--- Material for the task ---

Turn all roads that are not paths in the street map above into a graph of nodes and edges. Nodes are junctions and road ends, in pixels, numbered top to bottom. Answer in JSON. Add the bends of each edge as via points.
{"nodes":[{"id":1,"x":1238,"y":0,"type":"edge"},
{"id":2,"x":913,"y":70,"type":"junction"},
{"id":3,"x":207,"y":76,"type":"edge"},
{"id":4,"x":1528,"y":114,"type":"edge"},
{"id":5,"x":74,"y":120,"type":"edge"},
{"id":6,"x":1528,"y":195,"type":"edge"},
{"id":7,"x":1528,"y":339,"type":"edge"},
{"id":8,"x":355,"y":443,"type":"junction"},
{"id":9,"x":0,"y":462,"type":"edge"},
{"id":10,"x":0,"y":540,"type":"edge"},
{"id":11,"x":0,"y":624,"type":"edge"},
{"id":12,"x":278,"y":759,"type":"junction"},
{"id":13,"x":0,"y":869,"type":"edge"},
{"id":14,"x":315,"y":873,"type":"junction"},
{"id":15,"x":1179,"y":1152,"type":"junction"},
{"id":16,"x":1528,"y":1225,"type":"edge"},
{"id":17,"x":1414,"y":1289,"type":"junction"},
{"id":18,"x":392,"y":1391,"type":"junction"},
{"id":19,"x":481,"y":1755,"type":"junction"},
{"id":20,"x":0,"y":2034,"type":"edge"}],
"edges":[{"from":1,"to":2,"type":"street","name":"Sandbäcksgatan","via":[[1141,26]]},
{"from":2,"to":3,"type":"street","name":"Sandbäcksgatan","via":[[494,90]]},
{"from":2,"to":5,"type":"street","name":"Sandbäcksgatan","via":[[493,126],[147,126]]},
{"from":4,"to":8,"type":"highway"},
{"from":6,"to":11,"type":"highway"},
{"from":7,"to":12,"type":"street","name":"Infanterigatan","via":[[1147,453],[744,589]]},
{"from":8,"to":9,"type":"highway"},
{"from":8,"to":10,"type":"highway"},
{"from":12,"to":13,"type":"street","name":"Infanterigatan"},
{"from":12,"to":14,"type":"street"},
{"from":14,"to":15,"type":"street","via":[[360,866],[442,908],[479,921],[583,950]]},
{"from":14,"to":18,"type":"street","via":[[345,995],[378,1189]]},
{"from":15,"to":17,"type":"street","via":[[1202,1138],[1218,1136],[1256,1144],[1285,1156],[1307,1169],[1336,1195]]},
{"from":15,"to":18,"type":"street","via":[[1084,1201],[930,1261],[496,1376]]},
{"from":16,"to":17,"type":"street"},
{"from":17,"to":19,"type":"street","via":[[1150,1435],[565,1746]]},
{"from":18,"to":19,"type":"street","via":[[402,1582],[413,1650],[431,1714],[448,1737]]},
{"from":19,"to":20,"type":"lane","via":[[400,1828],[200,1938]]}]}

---

## Task item
In the records above, some lines hold the word "name". Say how many, and nothing more.

## Response for this exercise
5